SF Giants option struggling catcher Joey Bart
Bart had been on the injured list since the middle of May with a groin strain. He did begin a rehab assignment in Triple-A on June 2, recording just two hits in 21 at-bats during that stretch. While the results are not necessarily important during a rehab assignment, it did feel like he needed to give the Giants enough reasons to stick on the active roster.
However, that did not take place as he struggled in six games since his rehab assignment began. Position players can have up to 20 days for a rehab assignment, so the Giants did not necessarily need to make a decision on Saturday. That said, rehab assignments are typically over well in advance of that 20-day period.

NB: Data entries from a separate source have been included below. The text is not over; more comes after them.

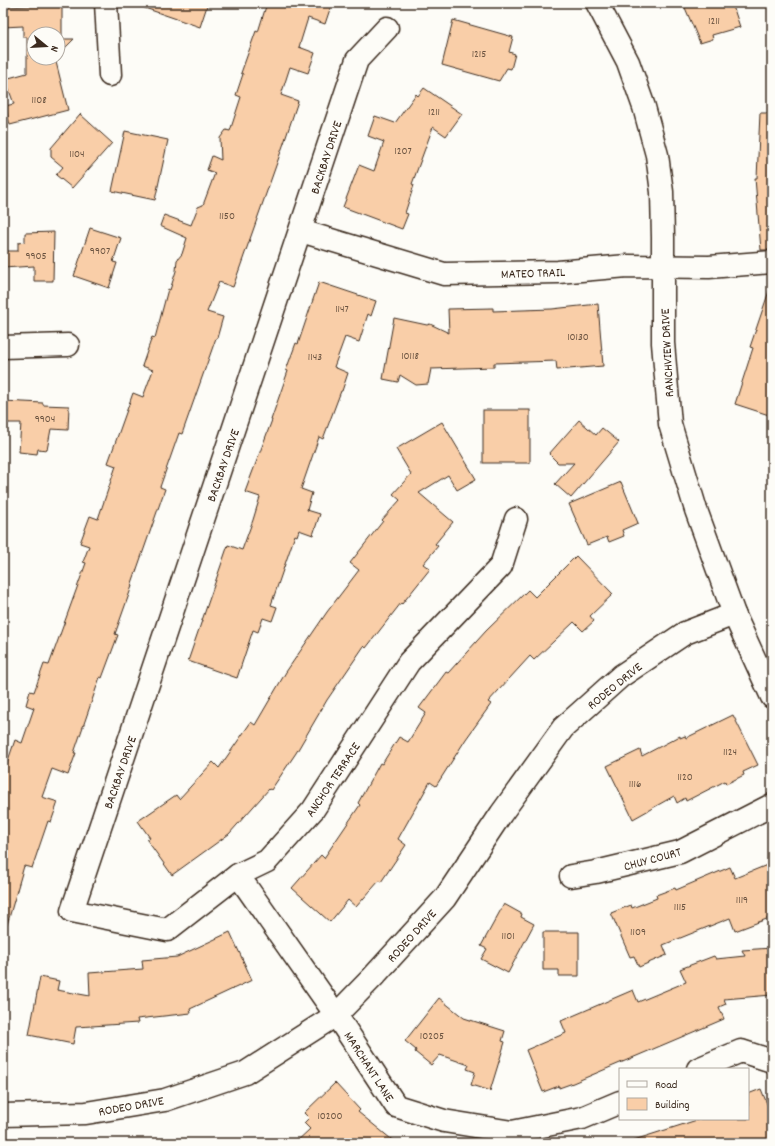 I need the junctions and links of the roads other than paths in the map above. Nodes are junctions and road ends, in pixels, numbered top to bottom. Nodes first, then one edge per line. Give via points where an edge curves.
1 (106, 3) edge
2 (597, 3) edge
3 (387, 28) dead end
4 (110, 75) dead end
5 (301, 231) junction
6 (772, 262) edge
7 (663, 266) junction
8 (68, 345) dead end
9 (3, 347) edge
10 (516, 518) dead end
11 (734, 614) junction
12 (772, 697) edge
13 (772, 805) edge
14 (238, 875) junction
15 (571, 876) dead end
16 (72, 911) joint
17 (336, 1015) junction
18 (772, 1061) edge
19 (700, 1068) edge
20 (619, 1102) edge
21 (3, 1115) edge

1 - 4 street
2 - 7 street, RANCHVIEW DRIVE via 628,62 657,155 662,192
3 - 5 street, BACKBAY DRIVE via 357,60
5 - 7 street, MATEO TRAIL via 444,274 558,272 627,266
5 - 16 street, BACKBAY DRIVE
6 - 7 street, MATEO TRAIL via 710,267
7 - 11 street, RANCHVIEW DRIVE via 663,343 670,424 696,510
8 - 9 street
10 - 14 street, ANCHOR TERRACE via 501,566 409,662 313,810 267,861
11 - 12 street, RANCHVIEW DRIVE
11 - 17 street, RODEO DRIVE via 685,634 621,676 563,728 445,898
13 - 15 street, CHUY COURT via 680,852
14 - 16 street, ANCHOR TERRACE via 167,930
14 - 17 street, MARCHANT LANE
17 - 20 street, MARCHANT LANE via 396,1106 444,1122 512,1132 582,1118
17 - 21 street, RODEO DRIVE via 245,1073 165,1100 86,1113
18 - 19 street via 741,1051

He met with the team on Friday to discuss next steps according to Alex Pavlovic of NBC Sports Bay Area. There were no specifics about what was discussed, but perhaps, the Giants and Bart felt it was was best for his development to get regular at-bats.
That might have not been the case if he remained on the active roster. Patrick Bailey has performed well in the early going as he has posted an .848 OPS in 61 plate appearances since his promotion on May 19. Plus, his defense has stood out on multiple occasions, both in terms of framing and managing the running game.
Given that Bailey's strong side is from the left side as a hitter, Bart may have been able to carve out a role as a platoon bat against left-handed pitching. Though, that would have meant that he would start about one out of every three games. This may not have been an ideal situation for him.
When he was healthy, Bart slashed .231/.286/.295 (61 OPS+) with no home runs, four RBI, and eight runs in 84 plate appearances. This included a 2.4 percent walk rate against a 25.0 percent strikeout rate. The good news is that his strikeout rate had improved compared to a career mark of 35.8 percent, but he was not impacting the ball in a meaningful way.
On a positive note, his defense did show improvement in terms of framing. For now, Bart will continue to see regular playing time with the Sacramento River Cats. It is important to note that the 26-year-old has one option year remaining, so if he spends at least 20 days in the minors, he will exhaust that final year option. This will become important in 2024.